As a quick and dirty heuristic: the C in disc is for CD (or other optical media).
The term "disc" for storage predates optical media. "Disc" was the common spelling for a disk (like a floppy disk) on British 8-bit computers like Amstrad CPC or Sinclair Spectrum.[1][2]
It seems like the distinction simply comes from British and American preferences.[3]
I have no idea how Apple jumped to such an arbitrary conclusion.
[1] Kempston Disc Interface manual: https://k1.spdns.de/Vintage/Sinclair/82/Peripherals/Disc%20I...
[2] Amstrad Disc Drive Interface manual: https://www.cpcwiki.eu/imgs/3/3f/DDI-1_User_Manual.pdf
[3] Etymonline entry for "disk": https://www.etymonline.com/word/disk
This is goofy. The difference was originally regional (US/UK), and which caught on depended on which product dominated which sub-market. There's no semantic difference.
And where is the "drive" in an SSD?
Trying to explain arbitrary words with logic always fails.
There was a subculture communicating on FIDOnet about collecting AOL installation media (3.5" disks) and reusing them. Somehow we ended up coining the term "bisk" to refer to AOL's given-away media, and much sadness was had when they moved to CDs.
So add one more to the list: a commercial disk reused for your custom .WAD files can be a bisk.
Tron, if I remember correctly, had DISCS instead of DISKS. And if modern CPUs are RISCy, then maybe modern Intel architecture CPUs are Risky.
sceptic - skeptic
mollusc - mollusk
celt - kelt
cabob - kabob
disc - disk
Corporate wants you to find the difference.The last letter.

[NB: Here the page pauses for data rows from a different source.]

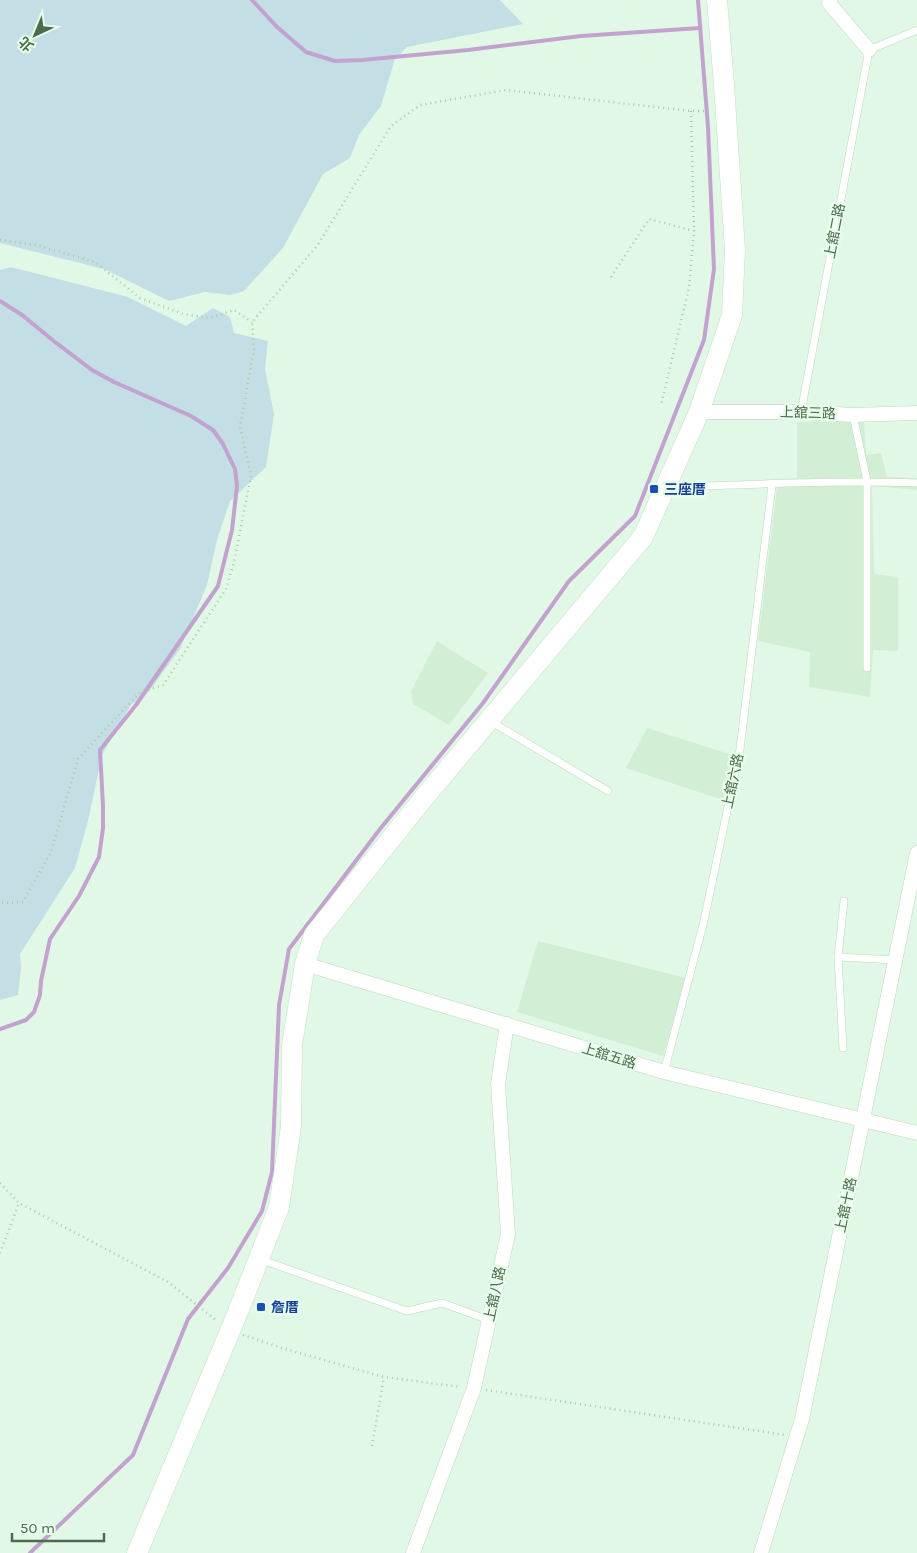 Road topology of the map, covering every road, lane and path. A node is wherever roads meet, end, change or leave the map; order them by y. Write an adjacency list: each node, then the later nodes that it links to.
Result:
1 (716, 0): 6 (street)
2 (830, 0): 4 (street)
3 (917, 30): 4 (lane)
4 (869, 50): 13 (lane, 上舘二路)
5 (691, 111): 6 (path); 7 (path); 10 (path)
6 (726, 111): 12 (street)
7 (694, 231): 9 (path); 11 (path)
8 (0, 240): 10 (path)
9 (611, 277)
10 (252, 322): 25 (path)
11 (661, 405)
12 (699, 412): 13 (street, 上舘三路); 19 (street)
13 (801, 412): 15 (street, 上舘三路)
14 (917, 413): 15 (street, 上舘三路)
15 (853, 414): 16 (lane)
16 (867, 481): 17 (lane); 18 (lane); 20 (lane)
17 (917, 483)
18 (772, 485): 19 (lane); 31 (lane, 上舘六路)
19 (666, 486): 21 (street)
20 (867, 668)
21 (489, 720): 22 (lane); 28 (street)
22 (608, 790)
23 (917, 853): 27 (street, 上舘十路)
24 (844, 901): 26 (lane)
25 (2, 903)
26 (838, 957): 27 (lane); 30 (lane)
27 (896, 960): 32 (street, 上舘十路)
28 (305, 964): 29 (street, 上舘五路); 37 (street)
29 (507, 1024): 31 (street, 上舘五路); 38 (street, 上舘八路)
30 (843, 1048)
31 (664, 1072): 32 (street, 上舘五路)
32 (864, 1120): 33 (street, 上舘五路); 42 (street, 上舘十路)
33 (917, 1133)
34 (0, 1183): 35 (path)
35 (19, 1203): 36 (path); 39 (path)
36 (0, 1253)
37 (259, 1259): 38 (lane); 39 (street)
38 (489, 1320): 41 (street, 上舘八路)
39 (230, 1331): 40 (path); 44 (street)
40 (384, 1377): 41 (path); 43 (path)
41 (474, 1388): 42 (path); 45 (street, 上舘八路)
42 (796, 1437): 46 (street, 上舘十路)
43 (372, 1446)
44 (137, 1553)
45 (413, 1553)
46 (761, 1553)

[Did I pass the interview? No? Understandable.]
A disc looks like a disc, and a disk doesn't look like a disc.
When I was much more active in Reddit did one time a meme for r/peloton of Froome yelling at disc brakes - but wrote it as "Old man yells at disk brakes".
Nobody told me anything so I guessed it was good grammar and such.
But then noticed everyone calls them "disc brakes"
Kinda surprising that the article doesn't mention the actual origin of the words:
"Disc" comes from "discus" (the plate thrown in the Olympics)
"Disk" comes from "diskette" (French for "small disc")
I probably just outed myself as a boomer assuming that was common knowledge.
Disc = round part visible
Disk = round part hidden or no round part
Have I got it!?
What about bloc vs block
"Disks" as in floppy disks, are removable also. Some weird seperation choices in this 'article'.
> In most varieties of English, disk is the preferred spelling for magnetic media (hence floppy disk, hard disk, disk drive), whereas disc is preferred for optical media (hence compact disc, digital versatile disc, optical disc).
> For all other uses, disk is preferred in American English and acceptable in Canadian English, and disc otherwise.